Callaghan: Reform to the fast food industry could mitigate negative environmental effects
Last week, a series of strikes rocked the Midwest — shutting down fast food chains in cities like St. Louis and Detroit — as employees demanded living wages. Following strikes months earlier in New York, Chicago and Washington, D.C., these fast food cessations draw attention to the industry’s flaws that are seriously in need of improvement.
Pressure needs to be kept on the fast food industry. If the industry is reformed, negative environmental effects can be mitigated and lessened, and benefits to the environment could arise.
The environmental harm of fast food is enormous and destructive, just like the societal harm of low wages and low nutrition. Poverty’s No. 1 option for meals and employment is also ruining our earth, wind and water.
The wrongs of the industry are innumerable and seem to grow every day. Industrial agriculture — the system that creates Big Macs and Frosties — has made a name for itself with animal cruelty, genetically modified organisms, pesticides and inorganic fertilizers, just to name a few.

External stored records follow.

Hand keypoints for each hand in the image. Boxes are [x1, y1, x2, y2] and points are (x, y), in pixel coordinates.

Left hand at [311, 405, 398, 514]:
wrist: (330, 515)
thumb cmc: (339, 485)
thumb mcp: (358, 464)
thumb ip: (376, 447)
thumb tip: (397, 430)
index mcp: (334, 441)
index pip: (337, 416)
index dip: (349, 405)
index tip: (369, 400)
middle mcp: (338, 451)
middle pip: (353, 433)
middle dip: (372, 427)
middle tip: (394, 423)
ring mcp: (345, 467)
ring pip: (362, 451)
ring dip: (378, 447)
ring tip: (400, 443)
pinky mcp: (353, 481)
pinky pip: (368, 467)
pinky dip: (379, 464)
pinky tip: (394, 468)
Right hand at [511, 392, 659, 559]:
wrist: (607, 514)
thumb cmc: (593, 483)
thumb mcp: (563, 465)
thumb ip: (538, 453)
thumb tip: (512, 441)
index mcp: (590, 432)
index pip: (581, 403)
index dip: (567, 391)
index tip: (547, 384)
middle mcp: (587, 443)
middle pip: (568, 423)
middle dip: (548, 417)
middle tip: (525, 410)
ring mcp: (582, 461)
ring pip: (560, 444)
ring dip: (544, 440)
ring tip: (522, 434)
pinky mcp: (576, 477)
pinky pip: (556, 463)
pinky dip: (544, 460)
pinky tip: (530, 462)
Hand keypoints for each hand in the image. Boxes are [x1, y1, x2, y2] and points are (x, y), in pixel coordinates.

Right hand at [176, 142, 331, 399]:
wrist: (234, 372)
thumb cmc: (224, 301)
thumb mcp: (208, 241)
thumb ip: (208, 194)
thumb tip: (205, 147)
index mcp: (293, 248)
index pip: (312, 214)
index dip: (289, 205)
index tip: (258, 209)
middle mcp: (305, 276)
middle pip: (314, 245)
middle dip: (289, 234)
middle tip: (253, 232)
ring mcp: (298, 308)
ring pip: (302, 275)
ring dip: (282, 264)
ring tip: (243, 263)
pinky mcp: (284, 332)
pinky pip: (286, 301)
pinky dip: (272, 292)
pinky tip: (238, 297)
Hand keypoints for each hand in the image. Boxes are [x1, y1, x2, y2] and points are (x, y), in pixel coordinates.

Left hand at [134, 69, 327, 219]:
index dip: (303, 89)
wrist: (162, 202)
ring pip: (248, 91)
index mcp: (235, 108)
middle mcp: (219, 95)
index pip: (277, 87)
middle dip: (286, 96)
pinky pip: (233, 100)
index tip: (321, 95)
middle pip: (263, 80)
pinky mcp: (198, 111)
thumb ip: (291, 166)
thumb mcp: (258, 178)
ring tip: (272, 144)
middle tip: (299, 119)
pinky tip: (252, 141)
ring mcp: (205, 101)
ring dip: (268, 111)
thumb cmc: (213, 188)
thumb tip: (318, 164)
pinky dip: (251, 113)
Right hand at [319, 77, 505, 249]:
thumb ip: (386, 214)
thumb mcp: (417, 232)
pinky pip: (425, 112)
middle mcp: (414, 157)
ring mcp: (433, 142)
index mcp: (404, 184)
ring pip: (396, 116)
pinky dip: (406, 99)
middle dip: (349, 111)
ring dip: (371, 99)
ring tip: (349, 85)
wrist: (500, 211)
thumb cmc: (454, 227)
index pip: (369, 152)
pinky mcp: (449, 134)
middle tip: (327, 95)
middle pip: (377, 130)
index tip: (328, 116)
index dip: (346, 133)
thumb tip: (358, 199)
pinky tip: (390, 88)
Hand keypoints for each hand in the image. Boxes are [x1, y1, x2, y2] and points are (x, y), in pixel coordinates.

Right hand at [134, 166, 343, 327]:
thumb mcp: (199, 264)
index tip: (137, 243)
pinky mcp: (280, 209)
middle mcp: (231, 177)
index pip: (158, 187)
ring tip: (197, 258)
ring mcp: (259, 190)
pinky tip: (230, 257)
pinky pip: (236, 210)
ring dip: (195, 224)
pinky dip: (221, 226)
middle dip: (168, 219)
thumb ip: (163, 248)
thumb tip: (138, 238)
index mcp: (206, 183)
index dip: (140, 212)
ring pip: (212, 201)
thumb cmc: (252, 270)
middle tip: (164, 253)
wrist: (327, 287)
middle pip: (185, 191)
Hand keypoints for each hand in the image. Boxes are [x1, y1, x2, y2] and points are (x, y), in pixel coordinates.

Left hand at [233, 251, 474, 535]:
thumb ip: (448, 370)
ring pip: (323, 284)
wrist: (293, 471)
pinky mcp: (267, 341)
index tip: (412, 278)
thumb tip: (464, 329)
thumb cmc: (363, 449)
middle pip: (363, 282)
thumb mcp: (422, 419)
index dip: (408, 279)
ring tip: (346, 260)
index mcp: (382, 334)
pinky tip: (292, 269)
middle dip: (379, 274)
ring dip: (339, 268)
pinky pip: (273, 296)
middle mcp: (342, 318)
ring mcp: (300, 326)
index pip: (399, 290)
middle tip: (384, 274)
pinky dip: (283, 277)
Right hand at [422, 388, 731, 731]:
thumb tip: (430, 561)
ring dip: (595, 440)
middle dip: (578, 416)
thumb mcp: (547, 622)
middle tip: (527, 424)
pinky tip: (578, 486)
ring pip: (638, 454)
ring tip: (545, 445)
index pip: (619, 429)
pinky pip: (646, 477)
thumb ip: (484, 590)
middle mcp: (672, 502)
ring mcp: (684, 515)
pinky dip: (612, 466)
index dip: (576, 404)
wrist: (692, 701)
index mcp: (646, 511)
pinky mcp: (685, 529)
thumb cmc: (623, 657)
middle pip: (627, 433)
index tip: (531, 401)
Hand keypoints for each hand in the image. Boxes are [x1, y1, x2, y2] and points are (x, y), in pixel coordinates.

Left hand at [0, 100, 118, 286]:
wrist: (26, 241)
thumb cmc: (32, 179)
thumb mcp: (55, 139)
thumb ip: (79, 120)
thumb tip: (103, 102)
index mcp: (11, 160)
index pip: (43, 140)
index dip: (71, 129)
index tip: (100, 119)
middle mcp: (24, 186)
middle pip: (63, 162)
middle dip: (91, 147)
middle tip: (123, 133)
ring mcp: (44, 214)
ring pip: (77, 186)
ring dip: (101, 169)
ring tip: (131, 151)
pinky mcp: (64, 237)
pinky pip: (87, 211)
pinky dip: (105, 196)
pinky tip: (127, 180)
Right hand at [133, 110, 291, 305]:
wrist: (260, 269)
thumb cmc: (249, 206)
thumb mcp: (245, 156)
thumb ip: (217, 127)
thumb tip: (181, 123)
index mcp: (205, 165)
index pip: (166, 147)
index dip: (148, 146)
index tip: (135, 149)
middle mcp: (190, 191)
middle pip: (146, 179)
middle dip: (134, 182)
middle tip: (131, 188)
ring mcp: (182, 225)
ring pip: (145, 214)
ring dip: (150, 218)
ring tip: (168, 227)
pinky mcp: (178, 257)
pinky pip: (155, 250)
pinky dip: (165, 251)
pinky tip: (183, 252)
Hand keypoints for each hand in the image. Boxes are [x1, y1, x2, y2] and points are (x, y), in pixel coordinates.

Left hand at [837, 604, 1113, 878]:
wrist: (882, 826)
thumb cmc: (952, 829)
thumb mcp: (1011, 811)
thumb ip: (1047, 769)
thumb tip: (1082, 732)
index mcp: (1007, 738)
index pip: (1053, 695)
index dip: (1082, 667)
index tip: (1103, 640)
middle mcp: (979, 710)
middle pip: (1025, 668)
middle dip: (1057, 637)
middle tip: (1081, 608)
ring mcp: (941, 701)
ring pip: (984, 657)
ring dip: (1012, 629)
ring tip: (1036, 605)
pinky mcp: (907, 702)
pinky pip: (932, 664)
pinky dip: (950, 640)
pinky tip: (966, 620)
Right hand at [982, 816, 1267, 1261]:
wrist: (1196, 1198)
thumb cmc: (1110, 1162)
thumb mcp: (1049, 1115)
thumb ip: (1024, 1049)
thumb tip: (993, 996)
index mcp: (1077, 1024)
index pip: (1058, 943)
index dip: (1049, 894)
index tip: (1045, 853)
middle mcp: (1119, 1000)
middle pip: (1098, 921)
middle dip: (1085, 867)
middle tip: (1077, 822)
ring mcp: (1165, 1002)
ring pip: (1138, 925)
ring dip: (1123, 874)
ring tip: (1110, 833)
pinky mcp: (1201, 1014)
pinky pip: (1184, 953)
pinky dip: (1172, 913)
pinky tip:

With films like “Food, Inc.” and books like “The Omnivore’s Dilemma” and “Fast Food Nation,” these environmental wrongs have been more widely recognized.
Animal cruelty not only causes animals to suffer in crowded, rancid conditions, but also causes an incredible amount of pollution and contamination.
According to an estimate by the Environmental Protection Agency, in the United States, confined animals generate three times more raw waste than humans.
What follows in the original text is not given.